• [Stored data]:
BEGIN

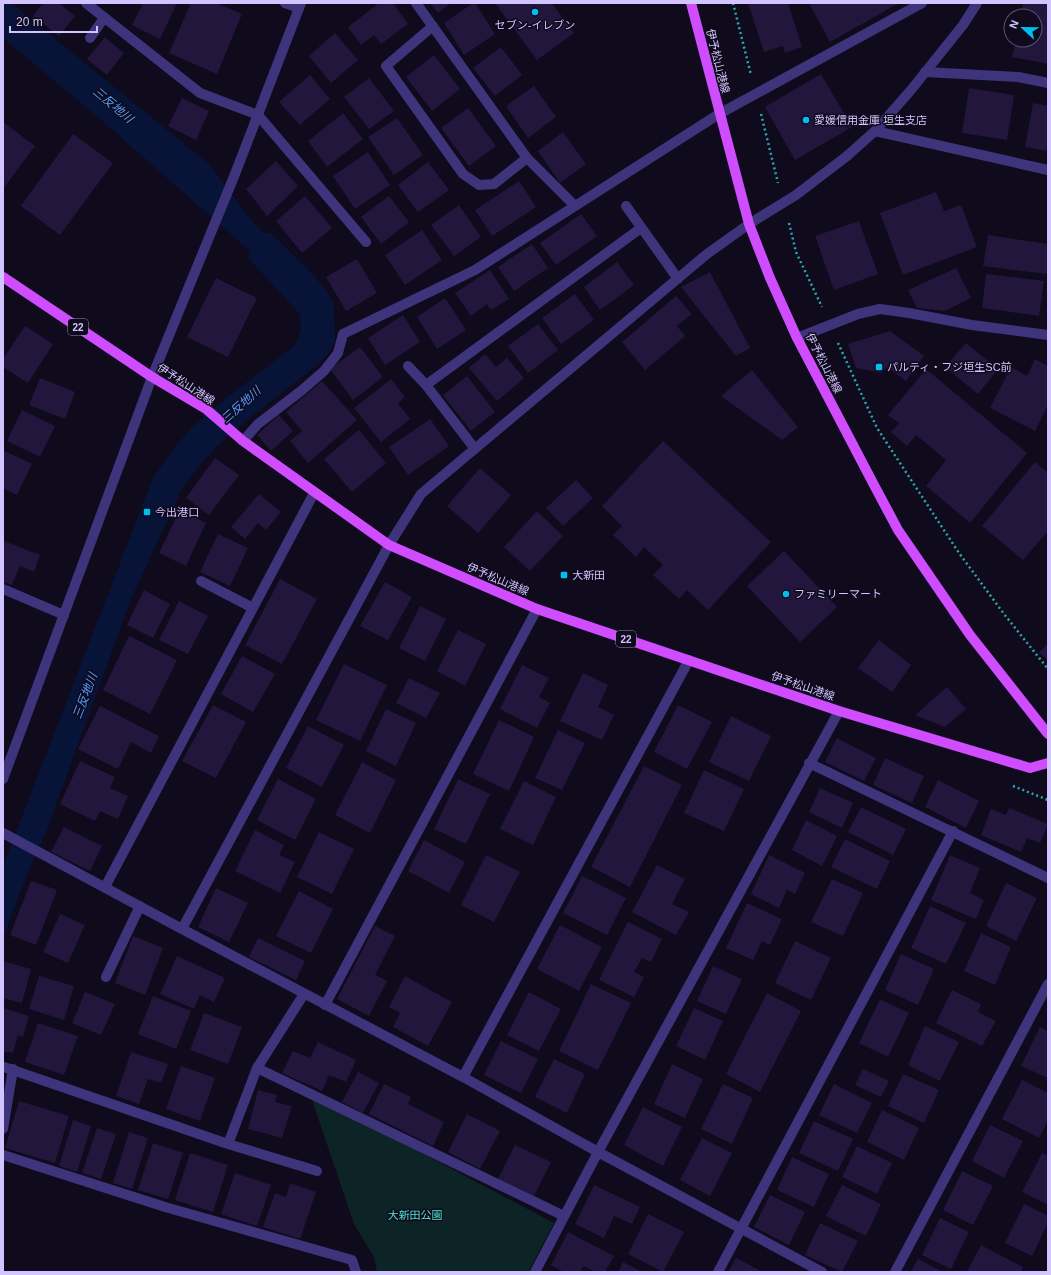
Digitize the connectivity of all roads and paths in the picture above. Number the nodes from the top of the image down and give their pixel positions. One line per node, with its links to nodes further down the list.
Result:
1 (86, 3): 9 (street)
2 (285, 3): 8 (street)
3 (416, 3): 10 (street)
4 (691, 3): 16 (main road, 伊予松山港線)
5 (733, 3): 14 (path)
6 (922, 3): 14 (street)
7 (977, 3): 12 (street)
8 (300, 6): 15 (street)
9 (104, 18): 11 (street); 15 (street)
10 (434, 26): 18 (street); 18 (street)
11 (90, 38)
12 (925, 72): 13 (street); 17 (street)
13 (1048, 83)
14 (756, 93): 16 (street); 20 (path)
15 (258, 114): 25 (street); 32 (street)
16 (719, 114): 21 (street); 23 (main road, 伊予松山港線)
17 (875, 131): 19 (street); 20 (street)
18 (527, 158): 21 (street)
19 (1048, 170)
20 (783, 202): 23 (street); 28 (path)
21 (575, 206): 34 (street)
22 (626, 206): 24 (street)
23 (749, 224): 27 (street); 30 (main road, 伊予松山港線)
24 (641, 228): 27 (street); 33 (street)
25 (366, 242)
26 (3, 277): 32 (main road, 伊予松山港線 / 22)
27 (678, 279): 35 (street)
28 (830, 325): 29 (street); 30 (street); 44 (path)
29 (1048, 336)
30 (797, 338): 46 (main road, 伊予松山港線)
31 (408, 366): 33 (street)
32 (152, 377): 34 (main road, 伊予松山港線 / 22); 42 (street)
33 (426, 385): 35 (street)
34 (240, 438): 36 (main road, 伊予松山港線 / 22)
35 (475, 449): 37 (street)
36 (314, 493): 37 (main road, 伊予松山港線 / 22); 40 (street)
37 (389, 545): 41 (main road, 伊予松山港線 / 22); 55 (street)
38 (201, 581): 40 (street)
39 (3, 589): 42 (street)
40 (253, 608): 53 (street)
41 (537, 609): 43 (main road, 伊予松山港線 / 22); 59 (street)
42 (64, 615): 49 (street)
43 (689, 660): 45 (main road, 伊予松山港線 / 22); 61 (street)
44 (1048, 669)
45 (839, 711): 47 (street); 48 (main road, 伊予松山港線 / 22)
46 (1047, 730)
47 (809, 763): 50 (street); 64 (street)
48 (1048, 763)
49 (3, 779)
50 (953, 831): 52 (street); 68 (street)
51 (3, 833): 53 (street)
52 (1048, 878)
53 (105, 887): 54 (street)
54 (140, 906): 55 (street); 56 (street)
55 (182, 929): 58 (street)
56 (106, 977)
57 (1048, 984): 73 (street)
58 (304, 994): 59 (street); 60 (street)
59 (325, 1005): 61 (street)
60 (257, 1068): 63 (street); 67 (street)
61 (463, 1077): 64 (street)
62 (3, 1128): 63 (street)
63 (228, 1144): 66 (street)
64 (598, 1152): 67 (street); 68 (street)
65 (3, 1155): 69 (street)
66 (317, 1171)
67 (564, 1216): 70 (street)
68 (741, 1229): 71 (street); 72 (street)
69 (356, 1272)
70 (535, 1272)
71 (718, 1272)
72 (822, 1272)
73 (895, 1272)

END

• [Exercise requirements]: If a line in the listing has "main" in it, report that line.

• [Task output]:
4 (691, 3): 16 (main road, 伊予松山港線)
16 (719, 114): 21 (street); 23 (main road, 伊予松山港線)
23 (749, 224): 27 (street); 30 (main road, 伊予松山港線)
26 (3, 277): 32 (main road, 伊予松山港線 / 22)
30 (797, 338): 46 (main road, 伊予松山港線)
32 (152, 377): 34 (main road, 伊予松山港線 / 22); 42 (street)
34 (240, 438): 36 (main road, 伊予松山港線 / 22)
36 (314, 493): 37 (main road, 伊予松山港線 / 22); 40 (street)
37 (389, 545): 41 (main road, 伊予松山港線 / 22); 55 (street)
41 (537, 609): 43 (main road, 伊予松山港線 / 22); 59 (street)
43 (689, 660): 45 (main road, 伊予松山港線 / 22); 61 (street)
45 (839, 711): 47 (street); 48 (main road, 伊予松山港線 / 22)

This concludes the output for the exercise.